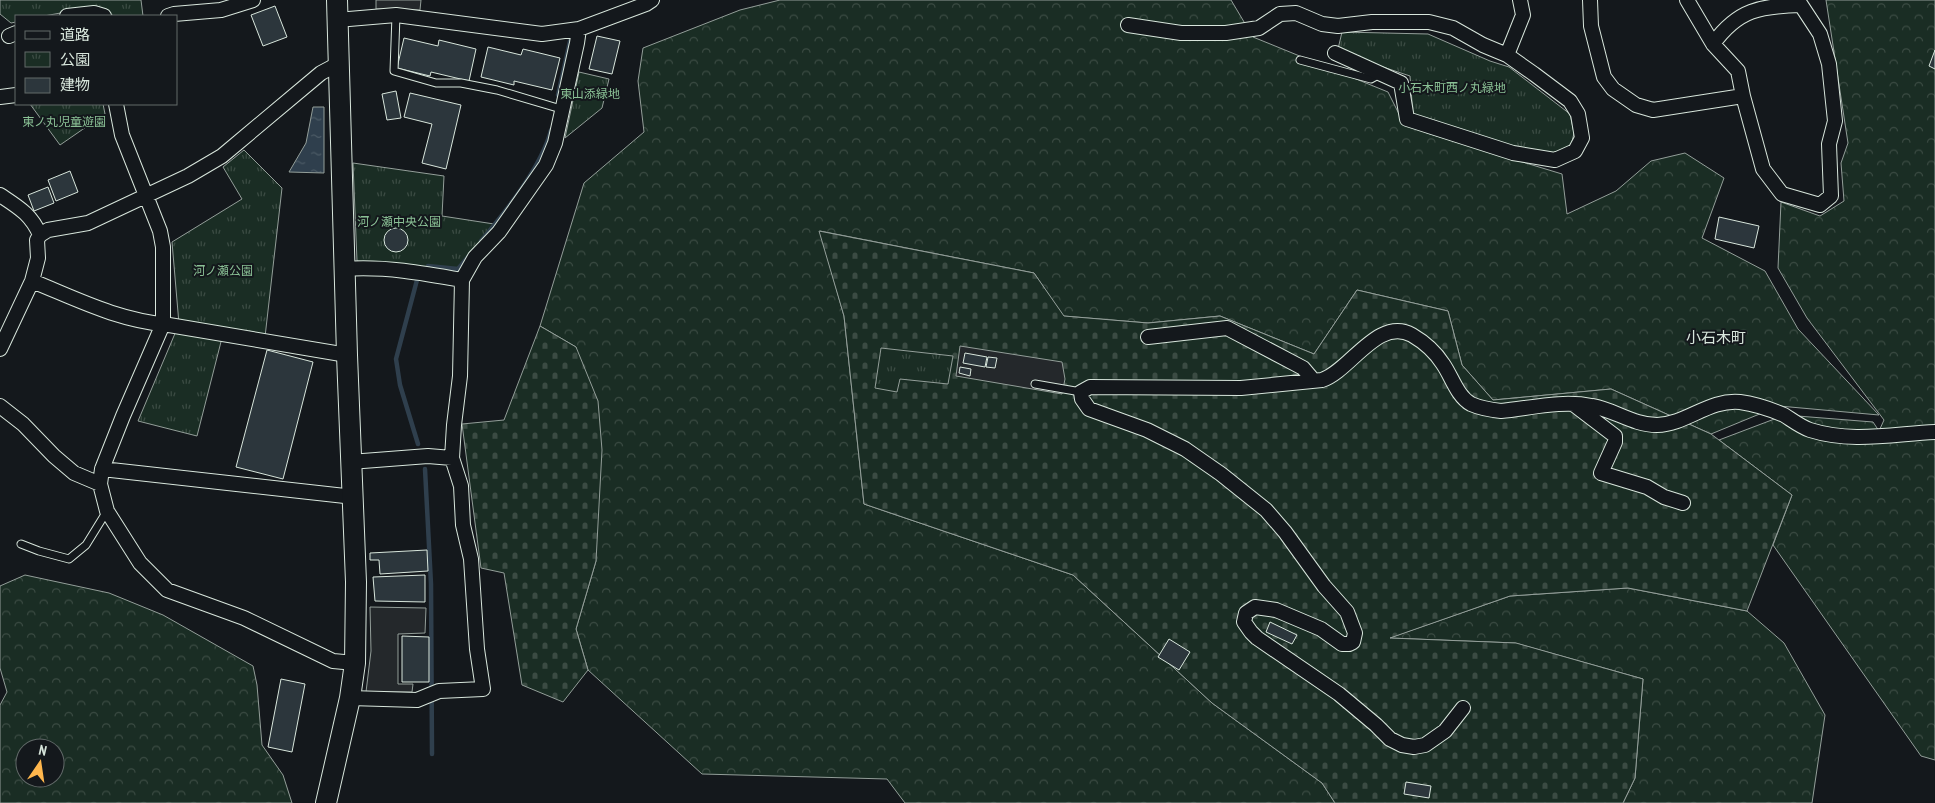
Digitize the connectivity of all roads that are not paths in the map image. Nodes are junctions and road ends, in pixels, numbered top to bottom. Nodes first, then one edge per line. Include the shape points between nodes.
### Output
1 (253, 0) edge
2 (337, 0) edge
3 (652, 0) edge
4 (1520, 0) edge
5 (1590, 0) edge
6 (1688, 0) edge
7 (1801, 2) edge
8 (77, 15) edge
9 (101, 15) edge
10 (177, 15) edge
11 (396, 15) junction
12 (337, 20) junction
13 (1128, 25) dead end
14 (579, 28) junction
15 (1713, 44) junction
16 (1335, 53) dead end
17 (1507, 55) junction
18 (1300, 60) dead end
19 (338, 64) junction
20 (1380, 74) junction
21 (15, 95) edge
22 (1742, 96) junction
23 (0, 97) edge
24 (116, 105) edge
25 (562, 109) junction
26 (0, 195) edge
27 (146, 196) junction
28 (40, 235) junction
29 (344, 269) junction
30 (462, 280) junction
31 (32, 281) junction
32 (163, 324) junction
33 (1148, 337) dead end
34 (0, 348) edge
35 (346, 355) junction
36 (1314, 381) junction
37 (1035, 384) dead end
38 (1081, 392) junction
39 (1572, 403) junction
40 (0, 406) edge
41 (1935, 432) edge
42 (452, 458) junction
43 (350, 462) junction
44 (102, 469) junction
45 (100, 484) junction
46 (345, 496) dead end
47 (1683, 503) dead end
48 (107, 511) junction
49 (21, 544) dead end
50 (355, 663) junction
51 (350, 698) junction
52 (1463, 708) dead end
53 (326, 803) edge

1 - 10 street via 221,10
2 - 12 street
3 - 14 street
4 - 17 street via 1523,15
5 - 22 street via 1591,26 1604,77 1612,88 1636,105 1653,110
6 - 15 street
7 - 15 street via 1746,13 1723,30
7 - 22 street via 1820,34 1829,64 1835,121 1829,144 1831,196 1820,205 1782,194 1762,168
8 - 9 street
11 - 12 street
11 - 14 street via 542,34
11 - 25 lane via 394,70 436,83 497,90
12 - 19 street
13 - 17 street via 1181,33 1226,33 1259,28 1280,14 1296,13 1322,24 1338,26 1372,22 1429,22 1453,28 1483,46
14 - 25 street
15 - 22 street via 1738,72
16 - 20 street
17 - 20 street via 1570,101 1578,114 1582,138 1575,151 1555,160 1513,153 1407,120 1401,83
18 - 20 lane via 1371,79
19 - 27 street via 321,73 222,156
19 - 29 street
21 - 23 street
24 - 27 street via 122,135
25 - 30 street via 555,143 546,165
26 - 28 street via 25,212
27 - 28 street via 88,223 48,230
27 - 32 street via 163,247
28 - 31 street
29 - 30 street via 419,272
29 - 35 street
30 - 42 street via 460,376
31 - 32 street via 114,315
31 - 34 street
32 - 35 street
32 - 44 street
33 - 36 street via 1227,328 1303,368
35 - 43 street
36 - 38 street via 1241,388 1090,387
36 - 39 street via 1328,378 1381,336 1402,331 1430,349 1442,362 1460,393 1475,406 1501,411
37 - 38 lane
38 - 52 street via 1089,409 1147,430 1185,450 1266,510 1346,612 1356,633 1353,642 1342,644 1321,629 1276,610 1255,607 1246,613 1244,622 1257,638 1338,694 1397,743 1414,747 1425,745 1445,731
39 - 41 street via 1609,410 1628,420 1646,424 1674,423 1718,404 1738,402 1770,410 1811,430 1842,436
39 - 47 street via 1615,436 1601,473 1648,487 1664,498
40 - 45 street via 74,473
42 - 43 street via 428,456
42 - 51 street via 460,486 462,525 471,559 483,689 439,691 417,700
43 - 50 street via 356,582
44 - 45 street
44 - 46 street
45 - 48 street
48 - 49 lane via 86,545 69,559
48 - 50 street via 140,563 167,590 244,618 333,661
50 - 51 street
51 - 53 street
==============================
• TASK TO CARRY OUT: Output everything in the records above word for word, but not the pictures.

• EXERCISE OUTPUT:
Digitize the connectivity of all roads that are not paths in the map image. Nodes are junctions and road ends, in pixels, numbered top to bottom. Nodes first, then one edge per line. Include the shape points between nodes.
### Output
1 (253, 0) edge
2 (337, 0) edge
3 (652, 0) edge
4 (1520, 0) edge
5 (1590, 0) edge
6 (1688, 0) edge
7 (1801, 2) edge
8 (77, 15) edge
9 (101, 15) edge
10 (177, 15) edge
11 (396, 15) junction
12 (337, 20) junction
13 (1128, 25) dead end
14 (579, 28) junction
15 (1713, 44) junction
16 (1335, 53) dead end
17 (1507, 55) junction
18 (1300, 60) dead end
19 (338, 64) junction
20 (1380, 74) junction
21 (15, 95) edge
22 (1742, 96) junction
23 (0, 97) edge
24 (116, 105) edge
25 (562, 109) junction
26 (0, 195) edge
27 (146, 196) junction
28 (40, 235) junction
29 (344, 269) junction
30 (462, 280) junction
31 (32, 281) junction
32 (163, 324) junction
33 (1148, 337) dead end
34 (0, 348) edge
35 (346, 355) junction
36 (1314, 381) junction
37 (1035, 384) dead end
38 (1081, 392) junction
39 (1572, 403) junction
40 (0, 406) edge
41 (1935, 432) edge
42 (452, 458) junction
43 (350, 462) junction
44 (102, 469) junction
45 (100, 484) junction
46 (345, 496) dead end
47 (1683, 503) dead end
48 (107, 511) junction
49 (21, 544) dead end
50 (355, 663) junction
51 (350, 698) junction
52 (1463, 708) dead end
53 (326, 803) edge

1 - 10 street via 221,10
2 - 12 street
3 - 14 street
4 - 17 street via 1523,15
5 - 22 street via 1591,26 1604,77 1612,88 1636,105 1653,110
6 - 15 street
7 - 15 street via 1746,13 1723,30
7 - 22 street via 1820,34 1829,64 1835,121 1829,144 1831,196 1820,205 1782,194 1762,168
8 - 9 street
11 - 12 street
11 - 14 street via 542,34
11 - 25 lane via 394,70 436,83 497,90
12 - 19 street
13 - 17 street via 1181,33 1226,33 1259,28 1280,14 1296,13 1322,24 1338,26 1372,22 1429,22 1453,28 1483,46
14 - 25 street
15 - 22 street via 1738,72
16 - 20 street
17 - 20 street via 1570,101 1578,114 1582,138 1575,151 1555,160 1513,153 1407,120 1401,83
18 - 20 lane via 1371,79
19 - 27 street via 321,73 222,156
19 - 29 street
21 - 23 street
24 - 27 street via 122,135
25 - 30 street via 555,143 546,165
26 - 28 street via 25,212
27 - 28 street via 88,223 48,230
27 - 32 street via 163,247
28 - 31 street
29 - 30 street via 419,272
29 - 35 street
30 - 42 street via 460,376
31 - 32 street via 114,315
31 - 34 street
32 - 35 street
32 - 44 street
33 - 36 street via 1227,328 1303,368
35 - 43 street
36 - 38 street via 1241,388 1090,387
36 - 39 street via 1328,378 1381,336 1402,331 1430,349 1442,362 1460,393 1475,406 1501,411
37 - 38 lane
38 - 52 street via 1089,409 1147,430 1185,450 1266,510 1346,612 1356,633 1353,642 1342,644 1321,629 1276,610 1255,607 1246,613 1244,622 1257,638 1338,694 1397,743 1414,747 1425,745 1445,731
39 - 41 street via 1609,410 1628,420 1646,424 1674,423 1718,404 1738,402 1770,410 1811,430 1842,436
39 - 47 street via 1615,436 1601,473 1648,487 1664,498
40 - 45 street via 74,473
42 - 43 street via 428,456
42 - 51 street via 460,486 462,525 471,559 483,689 439,691 417,700
43 - 50 street via 356,582
44 - 45 street
44 - 46 street
45 - 48 street
48 - 49 lane via 86,545 69,559
48 - 50 street via 140,563 167,590 244,618 333,661
50 - 51 street
51 - 53 street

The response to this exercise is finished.